→ Problem statement
Locate each line of the material that contains "main", then return it.
• • •
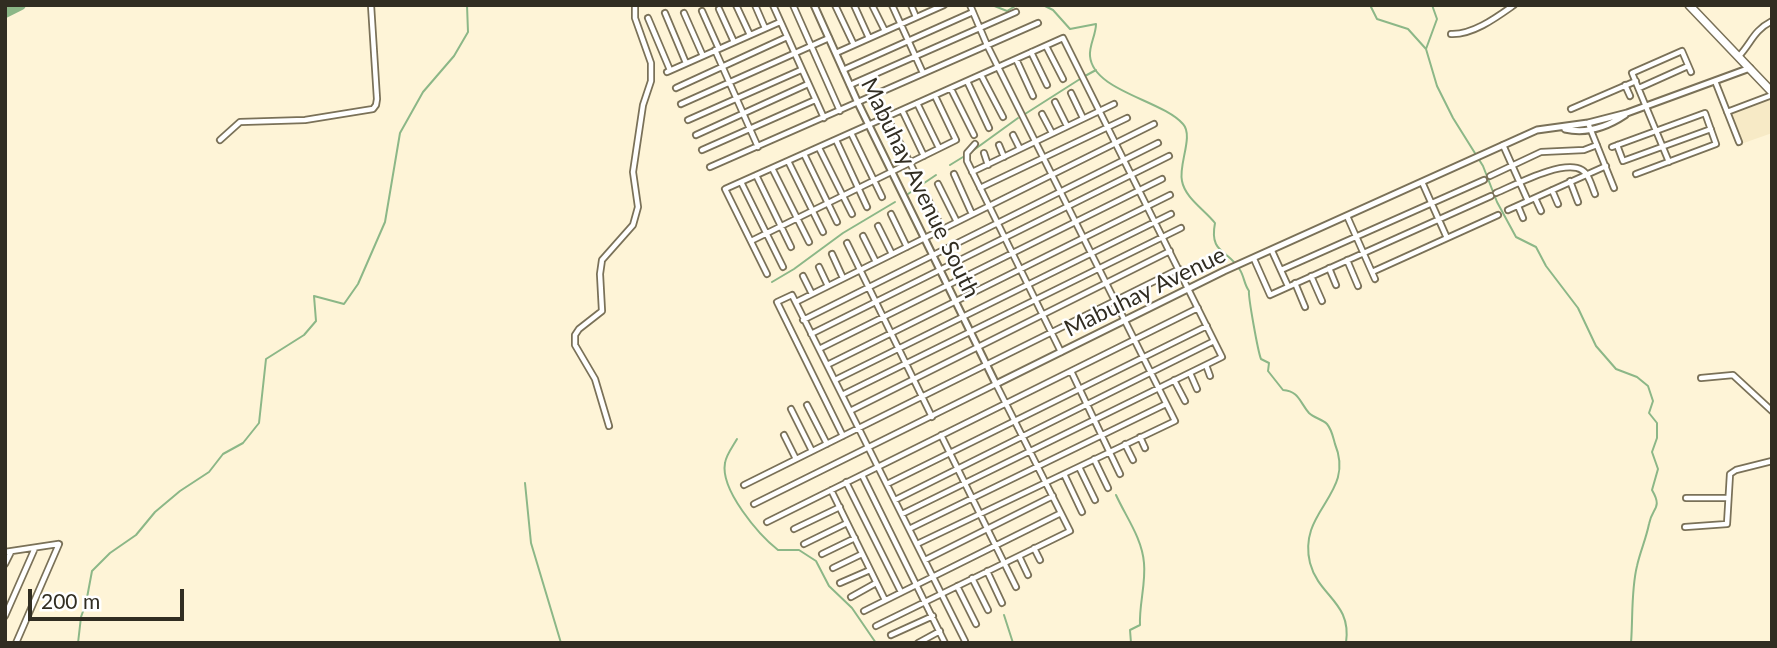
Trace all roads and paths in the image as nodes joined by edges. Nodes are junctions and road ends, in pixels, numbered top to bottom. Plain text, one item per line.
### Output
1 (371, 5) edge
2 (635, 5) edge
3 (736, 5) edge
4 (755, 5) edge
5 (773, 5) edge
6 (793, 5) edge
7 (814, 5) edge
8 (835, 5) edge
9 (854, 5) edge
10 (872, 5) edge
11 (892, 5) edge
12 (911, 5) edge
13 (943, 5) edge
14 (970, 5) edge
15 (1514, 5) edge
16 (1689, 5) edge
17 (931, 8) edge
18 (719, 9) dead end
19 (702, 12) dead end
20 (973, 12) junction
21 (1016, 12) dead end
22 (665, 13) dead end
23 (684, 13) dead end
24 (916, 17) junction
25 (648, 18) dead end
26 (1772, 21) edge
27 (780, 22) junction
28 (1038, 23) dead end
29 (901, 24) junction
30 (980, 28) junction
31 (765, 29) junction
32 (885, 31) junction
33 (1451, 34) dead end
34 (750, 35) junction
35 (787, 37) junction
36 (829, 38) junction
37 (869, 38) junction
38 (908, 41) junction
39 (734, 42) junction
40 (854, 45) junction
41 (987, 45) junction
42 (811, 46) junction
43 (1046, 46) junction
44 (717, 49) junction
45 (1031, 52) junction
46 (794, 53) junction
47 (835, 53) junction
48 (703, 56) junction
49 (916, 56) junction
50 (1739, 56) junction
51 (1016, 59) junction
52 (686, 63) junction
53 (1688, 66) junction
54 (723, 67) junction
55 (999, 67) junction
56 (1750, 68) junction
57 (802, 70) junction
58 (843, 70) junction
59 (1691, 72) dead end
60 (923, 73) junction
61 (981, 75) junction
62 (1062, 79) dead end
63 (1636, 80) junction
64 (967, 81) junction
65 (1715, 81) junction
66 (730, 83) junction
67 (808, 83) junction
68 (850, 85) junction
69 (1047, 85) dead end
70 (1625, 85) junction
71 (676, 88) dead end
72 (1639, 88) junction
73 (950, 89) junction
74 (1071, 93) dead end
75 (1772, 94) edge
76 (935, 96) junction
77 (1033, 96) dead end
78 (1630, 96) dead end
79 (737, 99) junction
80 (815, 100) junction
81 (1055, 102) dead end
82 (858, 103) junction
83 (918, 103) junction
84 (681, 104) dead end
85 (1114, 104) dead end
86 (1647, 106) junction
87 (1571, 109) dead end
88 (902, 110) junction
89 (1099, 110) junction
90 (840, 111) junction
91 (1727, 112) junction
92 (1627, 113) junction
93 (744, 114) junction
94 (1042, 114) dead end
95 (887, 117) junction
96 (1003, 117) dead end
97 (824, 118) junction
98 (1083, 118) junction
99 (1127, 118) dead end
100 (688, 120) dead end
101 (1588, 123) junction
102 (1154, 124) dead end
103 (869, 125) junction
104 (1067, 126) junction
105 (1107, 126) junction
106 (1558, 127) junction
107 (989, 128) dead end
108 (751, 129) junction
109 (1711, 129) junction
110 (1591, 130) junction
111 (1657, 131) junction
112 (851, 133) junction
113 (1052, 133) junction
114 (696, 135) dead end
115 (974, 135) dead end
116 (1013, 135) dead end
117 (220, 140) dead end
118 (836, 140) junction
119 (1036, 141) junction
120 (1115, 142) junction
121 (1739, 142) dead end
122 (1158, 143) dead end
123 (975, 144) dead end
124 (999, 145) dead end
125 (1503, 145) junction
126 (1597, 145) junction
127 (1663, 146) junction
128 (758, 147) junction
129 (818, 148) junction
130 (939, 148) junction
131 (1020, 149) junction
132 (702, 150) dead end
133 (984, 153) dead end
134 (804, 154) junction
135 (924, 156) junction
136 (1169, 156) dead end
137 (1004, 157) junction
138 (1044, 157) junction
139 (1124, 160) junction
140 (788, 162) junction
141 (1669, 162) junction
142 (909, 163) junction
143 (988, 164) junction
144 (1512, 166) junction
145 (1606, 166) junction
146 (710, 167) dead end
147 (772, 168) junction
148 (891, 172) junction
149 (972, 172) junction
150 (954, 174) dead end
151 (1052, 174) junction
152 (1586, 174) junction
153 (1636, 174) dead end
154 (916, 175) dead end
155 (1131, 175) junction
156 (756, 176) junction
157 (1490, 176) dead end
158 (1162, 180) dead end
159 (1484, 180) dead end
160 (874, 181) junction
161 (1570, 181) junction
162 (741, 182) junction
163 (1422, 182) junction
164 (1520, 183) junction
165 (938, 184) dead end
166 (980, 188) junction
167 (1614, 188) dead end
168 (858, 189) junction
169 (1139, 190) junction
170 (1552, 190) junction
171 (1061, 191) junction
172 (1595, 194) dead end
173 (1170, 195) dead end
174 (843, 196) junction
175 (882, 197) dead end
176 (927, 197) dead end
177 (1535, 198) junction
178 (1528, 201) junction
179 (1432, 202) junction
180 (1578, 202) dead end
181 (828, 203) junction
182 (1558, 204) dead end
183 (1146, 205) junction
184 (989, 206) junction
185 (1518, 206) junction
186 (867, 207) dead end
187 (1069, 207) junction
188 (812, 211) junction
189 (1508, 211) dead end
190 (1541, 211) dead end
191 (852, 214) dead end
192 (891, 214) dead end
193 (972, 214) junction
194 (1171, 214) dead end
195 (1498, 215) dead end
196 (1347, 216) junction
197 (797, 218) junction
198 (1524, 218) dead end
199 (1439, 219) junction
200 (1154, 220) junction
201 (1076, 221) junction
202 (837, 222) dead end
203 (957, 222) junction
204 (997, 222) junction
205 (782, 226) junction
206 (878, 226) dead end
207 (1181, 228) dead end
208 (942, 229) junction
209 (823, 232) dead end
210 (767, 233) junction
211 (863, 236) dead end
212 (1083, 236) junction
213 (1356, 236) junction
214 (1163, 237) junction
215 (925, 238) junction
216 (1447, 238) junction
217 (1005, 239) junction
218 (751, 241) junction
219 (809, 242) dead end
220 (847, 243) dead end
221 (791, 247) dead end
222 (906, 247) junction
223 (1170, 251) junction
224 (1272, 251) junction
225 (1012, 253) junction
226 (1091, 253) junction
227 (1363, 253) junction
228 (832, 254) dead end
229 (892, 254) junction
230 (933, 256) junction
231 (1254, 259) junction
232 (1347, 260) junction
233 (876, 262) junction
234 (783, 267) dead end
235 (819, 267) dead end
236 (1098, 268) junction
237 (1329, 268) junction
238 (1020, 269) junction
239 (1179, 269) junction
240 (860, 270) junction
241 (1281, 270) junction
242 (941, 271) junction
243 (1372, 272) junction
244 (767, 274) dead end
245 (803, 276) dead end
246 (1311, 276) junction
247 (843, 278) junction
248 (1375, 279) dead end
249 (1028, 284) junction
250 (1106, 284) junction
251 (1295, 284) junction
252 (948, 285) junction
253 (1336, 285) dead end
254 (828, 286) junction
255 (1289, 286) junction
256 (1358, 286) dead end
257 (867, 288) junction
258 (1188, 289) junction
259 (812, 294) junction
260 (1035, 300) junction
261 (956, 301) junction
262 (1115, 301) junction
263 (1322, 301) dead end
264 (796, 302) junction
265 (876, 303) junction
266 (1305, 307) dead end
267 (1198, 308) junction
268 (1043, 315) junction
269 (883, 317) junction
270 (963, 317) junction
271 (803, 320) junction
272 (1125, 321) junction
273 (1207, 326) junction
274 (971, 332) junction
275 (1052, 332) junction
276 (891, 333) junction
277 (811, 334) junction
278 (1134, 340) junction
279 (1214, 341) junction
280 (978, 348) junction
281 (819, 349) junction
282 (898, 349) junction
283 (1062, 353) junction
284 (1143, 357) junction
285 (827, 365) junction
286 (906, 365) junction
287 (986, 365) junction
288 (1206, 365) junction
289 (1071, 371) junction
290 (1150, 372) junction
291 (1190, 373) junction
292 (1210, 376) dead end
293 (1702, 379) dead end
294 (835, 380) junction
295 (914, 380) junction
296 (1174, 380) junction
297 (996, 384) junction
298 (1158, 387) junction
299 (1079, 388) junction
300 (1197, 389) dead end
301 (842, 395) junction
302 (922, 397) junction
303 (1185, 401) dead end
304 (1006, 403) junction
305 (1087, 403) junction
306 (1166, 404) junction
307 (807, 405) dead end
308 (791, 410) dead end
309 (850, 411) junction
310 (1772, 411) edge
311 (932, 417) junction
312 (1095, 419) junction
313 (1014, 421) junction
314 (609, 426) dead end
315 (859, 428) junction
316 (785, 435) dead end
317 (941, 435) junction
318 (1102, 435) junction
319 (843, 436) junction
320 (1022, 436) junction
321 (1140, 437) junction
322 (827, 444) junction
323 (1125, 444) junction
324 (869, 447) junction
325 (1145, 448) dead end
326 (812, 451) junction
327 (950, 452) junction
328 (1030, 452) junction
329 (1110, 452) junction
330 (796, 459) junction
331 (1094, 459) junction
332 (1133, 460) dead end
333 (1772, 461) edge
334 (1038, 466) junction
335 (878, 467) junction
336 (957, 467) junction
337 (1079, 467) junction
338 (1064, 474) junction
339 (1120, 474) dead end
340 (862, 475) junction
341 (846, 482) junction
342 (964, 482) junction
343 (1046, 483) junction
344 (887, 484) junction
345 (744, 485) dead end
346 (1108, 488) dead end
347 (831, 490) junction
348 (1053, 496) junction
349 (972, 498) junction
350 (1686, 498) dead end
351 (1727, 498) junction
352 (895, 500) junction
353 (1095, 500) dead end
354 (754, 504) dead end
355 (840, 508) junction
356 (1082, 512) dead end
357 (1061, 513) junction
358 (902, 514) junction
359 (980, 514) junction
360 (767, 522) dead end
361 (847, 523) junction
362 (1685, 527) dead end
363 (794, 529) dead end
364 (909, 529) junction
365 (987, 529) junction
366 (855, 538) junction
367 (804, 544) dead end
368 (917, 544) junction
369 (995, 545) junction
370 (35, 548) junction
371 (1034, 548) junction
372 (8, 552) edge
373 (822, 554) dead end
374 (862, 554) junction
375 (1019, 556) junction
376 (925, 560) junction
377 (1040, 561) dead end
378 (1004, 563) junction
379 (5, 564) edge
380 (833, 568) dead end
381 (870, 570) junction
382 (987, 571) junction
383 (1028, 575) dead end
384 (932, 576) junction
385 (972, 578) junction
386 (840, 583) dead end
387 (876, 583) junction
388 (917, 584) junction
389 (957, 586) junction
390 (1016, 587) dead end
391 (901, 592) junction
392 (941, 594) junction
393 (851, 597) dead end
394 (885, 600) junction
395 (925, 601) junction
396 (1002, 603) dead end
397 (988, 610) dead end
398 (864, 611) dead end
399 (933, 616) junction
400 (5, 617) edge
401 (976, 624) dead end
402 (876, 626) dead end
403 (940, 631) junction
404 (891, 635) dead end
405 (965, 641) edge
406 (16, 643) edge
407 (918, 643) edge
408 (945, 643) edge

1 - 117 street
2 - 314 street
3 - 34 street
4 - 31 street
5 - 27 street
6 - 42 street
7 - 36 street, Mabuhay Avenue South
8 - 40 street
9 - 37 street
10 - 32 street
11 - 29 street
12 - 24 street
13 - 17 street
14 - 20 street
15 - 33 street
16 - 50 main road
17 - 24 street
18 - 39 street
19 - 44 street
20 - 30 street
20 - 38 street
21 - 30 street
22 - 52 street
23 - 48 street
24 - 29 street
25 - 52 street
26 - 50 street
27 - 31 street
27 - 35 street
28 - 41 street
29 - 32 street
29 - 38 street
30 - 41 street
30 - 49 street
31 - 34 street
32 - 37 street
34 - 39 street
35 - 46 street
35 - 54 street
36 - 42 street
36 - 47 street, Mabuhay Avenue South
37 - 40 street
38 - 49 street
38 - 58 street
39 - 44 street
40 - 47 street
41 - 55 street
41 - 60 street
42 - 46 street
42 - 90 street
43 - 45 street
43 - 62 street
43 - 89 street
44 - 48 street
44 - 54 street
45 - 51 street
45 - 69 street
46 - 57 street
46 - 66 street
47 - 58 street, Mabuhay Avenue South
48 - 52 street
49 - 60 street
49 - 68 street
50 - 56 main road
51 - 55 street
51 - 77 street
53 - 59 street
53 - 63 street
53 - 72 street
54 - 66 street
54 - 71 street
55 - 61 street
55 - 119 street
56 - 65 street, Mabuhay Avenue
56 - 75 main road
57 - 67 street
57 - 79 street
58 - 68 street, Mabuhay Avenue South
60 - 82 street
61 - 64 street
61 - 96 street
63 - 70 street
63 - 72 street
64 - 73 street
64 - 107 street
65 - 86 street, Mabuhay Avenue
65 - 91 street
66 - 79 street
66 - 84 street
67 - 80 street
67 - 93 street
68 - 82 street, Mabuhay Avenue South
70 - 78 street
70 - 87 street
72 - 86 street
73 - 76 street
73 - 115 street
74 - 98 street
75 - 91 street
76 - 83 street
76 - 130 street
79 - 93 street
79 - 100 street
80 - 97 street
80 - 108 street
81 - 104 street
82 - 90 street
82 - 103 street, Mabuhay Avenue South
83 - 88 street
83 - 130 street
85 - 89 street
86 - 92 street, Mabuhay Avenue
86 - 111 street
88 - 95 street
88 - 135 street
89 - 98 street
89 - 105 street
90 - 97 street
91 - 121 street
92 - 101 street, Mabuhay Avenue
92 - 110 street, Mabuhay Avenue
93 - 108 street
93 - 114 street
94 - 113 street
95 - 103 street
95 - 142 street
97 - 128 street
98 - 104 street
99 - 105 street
101 - 106 street, Mabuhay Avenue
101 - 110 street
102 - 120 street
103 - 112 street
103 - 148 street, Mabuhay Avenue South
104 - 113 street
105 - 120 street
105 - 138 street
106 - 110 street, Mabuhay Avenue
106 - 125 street, Mabuhay Avenue
108 - 128 street
108 - 132 street
109 - 111 street
109 - 127 street
109 - 141 street
110 - 126 street
111 - 127 street
111 - 127 street
112 - 118 street
112 - 160 street
113 - 119 street
116 - 131 street
118 - 129 street
118 - 168 street
119 - 131 street
119 - 138 street
120 - 139 street
120 - 151 street
122 - 139 street
123 - 149 street
124 - 137 street
125 - 144 street
125 - 163 street, Mabuhay Avenue
126 - 144 street
126 - 145 street
127 - 141 street
128 - 146 street
129 - 134 street
129 - 174 street
130 - 135 street
131 - 137 street
133 - 143 street
134 - 140 street
134 - 181 street
135 - 142 street
136 - 155 street
137 - 143 street
138 - 151 street
138 - 166 street
139 - 155 street
139 - 171 street
140 - 147 street
140 - 188 street
141 - 153 street
142 - 148 street
142 - 154 street
143 - 149 street
144 - 157 street
144 - 164 street
145 - 152 street
145 - 167 street
147 - 156 street
147 - 197 street
148 - 160 street
148 - 215 street, Mabuhay Avenue South
149 - 166 street
150 - 193 street
151 - 171 street
151 - 184 street
152 - 161 street
152 - 164 street
152 - 172 street
155 - 169 street
155 - 187 street
156 - 162 street
156 - 205 street
158 - 169 street
159 - 179 street
160 - 168 street
160 - 175 street
161 - 170 street
161 - 180 street
162 - 210 street
162 - 218 street
163 - 179 street
163 - 196 street, Mabuhay Avenue
164 - 178 street
164 - 199 street
165 - 203 street
166 - 184 street
168 - 174 street
168 - 186 street
169 - 183 street
169 - 201 street
170 - 177 street
170 - 182 street
171 - 187 street
171 - 204 street
173 - 183 street
174 - 181 street
174 - 191 street
176 - 208 street
177 - 178 street
177 - 190 street
178 - 185 street
179 - 199 street
179 - 213 street
181 - 188 street
181 - 202 street
183 - 200 street
183 - 212 street
184 - 193 street
184 - 204 street
185 - 189 street
185 - 198 street
187 - 201 street
187 - 217 street
188 - 197 street
188 - 209 street
192 - 222 street
193 - 203 street
194 - 200 street
195 - 216 street
196 - 213 street
196 - 224 street, Mabuhay Avenue
197 - 205 street
197 - 219 street
199 - 216 street
199 - 227 street
200 - 214 street
200 - 226 street
201 - 212 street
201 - 225 street
203 - 208 street
204 - 217 street
204 - 230 street
205 - 210 street
205 - 221 street
206 - 229 street
207 - 214 street
208 - 215 street
210 - 218 street
210 - 234 street
211 - 233 street
212 - 226 street
212 - 238 street
213 - 227 street
213 - 241 street
214 - 223 street
214 - 236 street
215 - 222 street
215 - 230 street, Mabuhay Avenue South
216 - 243 street
217 - 225 street
217 - 242 street
218 - 244 street
220 - 240 street
222 - 229 street
223 - 239 street
223 - 250 street
224 - 231 street, Mabuhay Avenue
224 - 241 street
225 - 238 street
225 - 252 street
226 - 236 street
226 - 249 street
227 - 232 street
227 - 243 street
228 - 247 street
229 - 233 street
230 - 242 street, Mabuhay Avenue South
230 - 257 street
231 - 255 street
231 - 258 street, Mabuhay Avenue
232 - 237 street
232 - 256 street
233 - 240 street
235 - 254 street
236 - 250 street
236 - 260 street
237 - 246 street
237 - 253 street
238 - 249 street
238 - 261 street
239 - 258 street
239 - 262 street
240 - 247 street
240 - 257 street
241 - 255 street
242 - 252 street, Mabuhay Avenue South
242 - 265 street
243 - 248 street
245 - 259 street
246 - 251 street
246 - 263 street
247 - 254 street
249 - 260 street
249 - 270 street
250 - 262 street
250 - 268 street
251 - 255 street
251 - 266 street
252 - 261 street, Mabuhay Avenue South
252 - 269 street
254 - 259 street
257 - 265 street
257 - 271 street
258 - 267 street
258 - 272 street, Mabuhay Avenue
259 - 264 street
260 - 268 street
260 - 274 street
261 - 270 street, Mabuhay Avenue South
261 - 276 street
262 - 272 street
262 - 275 street
264 - 271 street
264 - 319 street
265 - 269 street
265 - 277 street
267 - 273 street
267 - 278 street
268 - 275 street
268 - 280 street
269 - 276 street
269 - 281 street
270 - 274 street, Mabuhay Avenue South
270 - 282 street
271 - 277 street
272 - 278 street
272 - 283 street, Mabuhay Avenue
273 - 279 street
273 - 284 street
274 - 280 street, Mabuhay Avenue South
274 - 286 street
275 - 283 street
275 - 287 street
276 - 282 street
276 - 285 street
277 - 281 street
278 - 284 street
278 - 289 street
279 - 288 street
279 - 290 street
280 - 287 street, Mabuhay Avenue South
280 - 295 street
281 - 285 street
282 - 286 street
282 - 294 street
283 - 297 street, Mabuhay Avenue
284 - 290 street
284 - 299 street
285 - 294 street
286 - 295 street
286 - 301 street
287 - 297 street, Mabuhay Avenue South
287 - 302 street
288 - 291 street
288 - 292 street
289 - 299 street
289 - 304 street
290 - 298 street
290 - 305 street
291 - 296 street
291 - 300 street
293 - 310 street
294 - 301 street
295 - 302 street
295 - 309 street
296 - 298 street
296 - 303 street
297 - 304 street
297 - 311 street, Mabuhay Avenue
298 - 306 street
298 - 312 street
299 - 305 street
299 - 313 street
301 - 309 street
302 - 311 street
302 - 315 street
304 - 313 street
304 - 317 street
305 - 312 street
305 - 320 street
306 - 318 street
306 - 321 street
307 - 322 street
308 - 326 street
309 - 315 street
311 - 324 street, Mabuhay Avenue
312 - 318 street
312 - 328 street
313 - 320 street
313 - 327 street
315 - 319 street
315 - 324 street
316 - 330 street
317 - 327 street
317 - 335 street
318 - 329 street
318 - 334 street
319 - 322 street
320 - 328 street
320 - 336 street
321 - 323 street
321 - 325 street
322 - 326 street
323 - 329 street
323 - 332 street
324 - 335 street
324 - 354 street, Mabuhay Avenue
326 - 330 street
327 - 336 street
327 - 344 street
328 - 334 street
328 - 342 street
329 - 331 street
329 - 339 street
330 - 345 street
331 - 337 street
331 - 346 street
333 - 351 street
334 - 343 street
334 - 349 street
335 - 340 street
335 - 344 street
336 - 342 street
336 - 352 street
337 - 338 street
337 - 353 street
338 - 343 street
338 - 356 street
340 - 341 street
340 - 388 street
341 - 347 street
341 - 391 street
342 - 349 street
342 - 358 street
343 - 348 street
343 - 359 street
344 - 352 street
347 - 355 street
347 - 360 street
348 - 357 street
348 - 365 street
349 - 359 street
349 - 364 street
350 - 351 street
351 - 362 street
352 - 358 street
355 - 361 street
355 - 363 street
357 - 369 street
357 - 371 street
358 - 364 street
359 - 365 street
359 - 368 street
361 - 366 street
361 - 367 street
364 - 368 street
365 - 369 street
365 - 376 street
366 - 373 street
366 - 374 street
368 - 376 street
369 - 378 street
369 - 384 street
370 - 372 street
370 - 400 street
370 - 406 street
371 - 375 street
371 - 377 street
372 - 379 street
374 - 380 street
374 - 381 street
375 - 378 street
375 - 383 street
376 - 384 street
378 - 382 street
378 - 390 street
381 - 386 street
381 - 387 street
382 - 385 street
382 - 396 street
384 - 388 street
384 - 392 street
385 - 389 street
385 - 397 street
387 - 393 street
387 - 394 street
388 - 391 street
388 - 395 street
389 - 392 street
389 - 401 street
391 - 394 street
392 - 395 street
392 - 405 street
394 - 398 street
395 - 399 street
395 - 402 street
399 - 403 street
399 - 404 street
403 - 407 street
403 - 408 street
• • •
→ Result below
16 - 50 main road
50 - 56 main road
56 - 75 main road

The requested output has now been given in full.